Background: In experimental models, inhibition of high-mobility group box-1 (HMGB1) signaling has been reported to protect against the sequelae of ischemic stroke. Here, we determined the clinical significance of serum HMGB1 levels in patients with acute ischemic stroke.
Methods: We enrolled 183 patients (114 men, 69 women; mean age: 72.7 years) over 6 consecutive months. On admission and day 7, we recorded the National Institutes of Health Stroke Scale scores and measured serum high-sensitivity C-reactive protein (hs-CRP) and HMGB1 levels. Stroke volumes were estimated using diffusion-weighted magnetic resonance imaging performed on admission. One year later, clinical outcome was assessed using the modified Rankin Scale (mRS).

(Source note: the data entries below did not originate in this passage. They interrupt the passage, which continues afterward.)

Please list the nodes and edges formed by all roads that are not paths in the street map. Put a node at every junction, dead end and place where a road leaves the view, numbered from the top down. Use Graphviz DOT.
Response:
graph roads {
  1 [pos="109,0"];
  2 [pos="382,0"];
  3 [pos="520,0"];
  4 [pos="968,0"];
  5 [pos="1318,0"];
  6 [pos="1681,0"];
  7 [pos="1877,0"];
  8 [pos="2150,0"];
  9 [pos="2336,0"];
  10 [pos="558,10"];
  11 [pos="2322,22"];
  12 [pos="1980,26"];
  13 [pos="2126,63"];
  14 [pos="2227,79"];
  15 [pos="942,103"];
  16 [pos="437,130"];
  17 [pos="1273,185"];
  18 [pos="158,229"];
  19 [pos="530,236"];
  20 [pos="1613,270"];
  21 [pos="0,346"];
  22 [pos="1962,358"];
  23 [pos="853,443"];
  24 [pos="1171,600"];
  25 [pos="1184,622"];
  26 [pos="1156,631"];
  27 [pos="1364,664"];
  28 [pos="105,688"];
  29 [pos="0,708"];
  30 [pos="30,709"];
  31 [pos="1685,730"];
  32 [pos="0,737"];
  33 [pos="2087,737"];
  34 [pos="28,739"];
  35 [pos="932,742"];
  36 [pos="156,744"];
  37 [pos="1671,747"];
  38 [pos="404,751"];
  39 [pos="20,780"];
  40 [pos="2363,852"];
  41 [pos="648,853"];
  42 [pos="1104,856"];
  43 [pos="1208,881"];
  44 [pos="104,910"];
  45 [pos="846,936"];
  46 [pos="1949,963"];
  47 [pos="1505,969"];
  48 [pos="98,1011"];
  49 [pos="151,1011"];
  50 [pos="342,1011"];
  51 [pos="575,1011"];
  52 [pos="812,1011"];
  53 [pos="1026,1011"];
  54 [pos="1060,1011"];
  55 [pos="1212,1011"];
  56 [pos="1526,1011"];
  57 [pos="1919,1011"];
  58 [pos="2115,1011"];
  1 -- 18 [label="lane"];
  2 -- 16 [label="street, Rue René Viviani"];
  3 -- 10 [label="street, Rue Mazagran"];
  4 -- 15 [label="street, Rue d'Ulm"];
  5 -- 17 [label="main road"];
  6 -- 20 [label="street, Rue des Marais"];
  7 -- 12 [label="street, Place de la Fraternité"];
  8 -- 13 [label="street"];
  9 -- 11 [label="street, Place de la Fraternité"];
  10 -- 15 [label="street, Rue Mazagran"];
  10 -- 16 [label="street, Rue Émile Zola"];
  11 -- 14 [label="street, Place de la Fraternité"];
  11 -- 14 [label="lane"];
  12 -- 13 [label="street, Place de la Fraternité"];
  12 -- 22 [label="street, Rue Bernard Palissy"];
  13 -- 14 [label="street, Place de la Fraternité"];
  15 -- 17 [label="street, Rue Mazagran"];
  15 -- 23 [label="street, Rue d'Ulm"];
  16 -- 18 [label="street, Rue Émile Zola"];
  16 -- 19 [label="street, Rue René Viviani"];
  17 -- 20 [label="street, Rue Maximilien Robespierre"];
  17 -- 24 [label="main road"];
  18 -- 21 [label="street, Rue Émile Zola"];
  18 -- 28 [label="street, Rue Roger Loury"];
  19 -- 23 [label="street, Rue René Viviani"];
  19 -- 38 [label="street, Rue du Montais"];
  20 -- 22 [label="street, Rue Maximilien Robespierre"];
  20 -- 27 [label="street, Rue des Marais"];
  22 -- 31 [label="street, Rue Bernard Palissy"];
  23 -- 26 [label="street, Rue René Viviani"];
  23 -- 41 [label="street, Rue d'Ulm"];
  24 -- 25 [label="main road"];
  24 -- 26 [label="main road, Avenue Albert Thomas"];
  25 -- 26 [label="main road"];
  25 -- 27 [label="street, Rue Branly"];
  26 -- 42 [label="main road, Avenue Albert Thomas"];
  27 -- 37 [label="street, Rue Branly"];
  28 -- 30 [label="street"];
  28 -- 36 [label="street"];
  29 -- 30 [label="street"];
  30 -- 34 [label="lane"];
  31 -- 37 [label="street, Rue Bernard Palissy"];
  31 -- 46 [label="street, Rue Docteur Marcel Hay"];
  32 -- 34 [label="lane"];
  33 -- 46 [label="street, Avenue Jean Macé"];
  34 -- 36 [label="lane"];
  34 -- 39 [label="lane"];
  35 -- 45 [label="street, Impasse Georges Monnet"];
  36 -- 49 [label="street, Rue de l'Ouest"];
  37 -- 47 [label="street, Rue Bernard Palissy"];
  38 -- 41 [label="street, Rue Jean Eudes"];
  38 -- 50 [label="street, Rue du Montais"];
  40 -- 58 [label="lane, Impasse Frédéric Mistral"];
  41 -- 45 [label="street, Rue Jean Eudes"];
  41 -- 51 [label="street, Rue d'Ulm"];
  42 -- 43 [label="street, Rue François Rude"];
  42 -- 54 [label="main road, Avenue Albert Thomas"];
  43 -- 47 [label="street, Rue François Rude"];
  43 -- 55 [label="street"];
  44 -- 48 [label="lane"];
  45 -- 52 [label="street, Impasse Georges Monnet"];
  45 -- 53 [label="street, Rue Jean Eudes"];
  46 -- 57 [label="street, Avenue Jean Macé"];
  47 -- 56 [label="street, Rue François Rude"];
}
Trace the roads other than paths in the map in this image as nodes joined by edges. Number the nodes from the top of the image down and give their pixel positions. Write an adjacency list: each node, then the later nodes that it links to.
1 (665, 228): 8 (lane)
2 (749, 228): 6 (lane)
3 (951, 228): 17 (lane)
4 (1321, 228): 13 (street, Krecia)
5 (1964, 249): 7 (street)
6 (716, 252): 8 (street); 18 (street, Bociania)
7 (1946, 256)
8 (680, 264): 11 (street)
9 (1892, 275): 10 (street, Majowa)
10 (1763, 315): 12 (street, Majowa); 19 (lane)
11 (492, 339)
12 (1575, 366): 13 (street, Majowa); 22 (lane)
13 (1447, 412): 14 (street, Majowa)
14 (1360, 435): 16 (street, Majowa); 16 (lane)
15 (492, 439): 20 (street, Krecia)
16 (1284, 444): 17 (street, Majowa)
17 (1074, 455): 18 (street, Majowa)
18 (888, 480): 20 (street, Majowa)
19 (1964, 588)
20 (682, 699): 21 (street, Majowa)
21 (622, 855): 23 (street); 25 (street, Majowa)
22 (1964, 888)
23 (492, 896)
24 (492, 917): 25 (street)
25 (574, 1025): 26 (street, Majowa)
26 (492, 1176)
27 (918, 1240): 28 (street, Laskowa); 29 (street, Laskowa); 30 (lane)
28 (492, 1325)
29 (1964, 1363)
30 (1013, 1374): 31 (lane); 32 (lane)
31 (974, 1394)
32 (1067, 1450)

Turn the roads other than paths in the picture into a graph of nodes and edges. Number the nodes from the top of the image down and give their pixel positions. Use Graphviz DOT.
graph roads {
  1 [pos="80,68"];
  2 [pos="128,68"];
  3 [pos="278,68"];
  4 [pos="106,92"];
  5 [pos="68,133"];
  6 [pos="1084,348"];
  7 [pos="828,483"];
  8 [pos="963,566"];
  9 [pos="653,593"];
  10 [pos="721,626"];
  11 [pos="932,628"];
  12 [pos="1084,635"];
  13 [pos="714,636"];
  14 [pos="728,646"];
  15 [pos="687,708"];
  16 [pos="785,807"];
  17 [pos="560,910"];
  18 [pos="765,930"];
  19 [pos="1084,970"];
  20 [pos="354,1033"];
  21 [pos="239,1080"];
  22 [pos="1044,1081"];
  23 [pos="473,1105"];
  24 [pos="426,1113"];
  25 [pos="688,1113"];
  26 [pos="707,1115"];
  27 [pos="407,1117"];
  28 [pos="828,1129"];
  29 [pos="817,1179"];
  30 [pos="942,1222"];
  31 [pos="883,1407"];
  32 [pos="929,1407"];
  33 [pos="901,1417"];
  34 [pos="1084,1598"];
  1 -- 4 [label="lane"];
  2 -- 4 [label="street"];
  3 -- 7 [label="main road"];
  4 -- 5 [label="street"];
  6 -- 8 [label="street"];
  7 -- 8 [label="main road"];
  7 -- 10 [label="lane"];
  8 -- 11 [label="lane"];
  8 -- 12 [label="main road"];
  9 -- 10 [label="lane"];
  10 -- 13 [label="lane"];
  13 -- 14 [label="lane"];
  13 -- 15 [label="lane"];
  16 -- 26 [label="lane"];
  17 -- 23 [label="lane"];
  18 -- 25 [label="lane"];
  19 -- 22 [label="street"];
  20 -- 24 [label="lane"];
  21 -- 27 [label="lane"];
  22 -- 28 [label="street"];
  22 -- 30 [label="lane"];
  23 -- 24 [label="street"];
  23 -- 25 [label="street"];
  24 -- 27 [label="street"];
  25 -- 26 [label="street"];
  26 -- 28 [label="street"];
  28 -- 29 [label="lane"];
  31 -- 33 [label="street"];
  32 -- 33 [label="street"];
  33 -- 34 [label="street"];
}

Results: Serum hs-CRP and HMGB1 levels in patients with ischemic stroke were increased relative to healthy controls (both P < .01). On day 7, hs-CRP, but not HMBG1, levels had increased significantly relative to levels at admission (P < .01 and .54, respectively). Higher HMGB1, but not hs-CRP, levels at day 7 correlated with larger stroke volumes (P < .01 and .28, respectively). HMGB1 levels did not significantly differ between stroke subtypes. Multiple logistic regression analysis indicated that a serum HMGB1 level higher than 7.5 ng/mL was an independent risk factor for poor prognosis, defined as a 1-year mRS score of 3-6 (odds ratio, 2.34; 95% confidence interval, 1.02-5.38).
Conclusions: Acute ischemic stroke is associated with elevated serum HMGB1 levels, and HMGB1 levels at admission independently predict poor outcome at 1 year. These results suggest that HMGB1 quantification provides more accurate prognostic information after ischemic stroke.
Keywords: HMGB proteins; Prognosis; cerebral infarction; cerebral ischemia; inflammation.
Copyright © 2017 National Stroke Association. Published by Elsevier Inc. All rights reserved.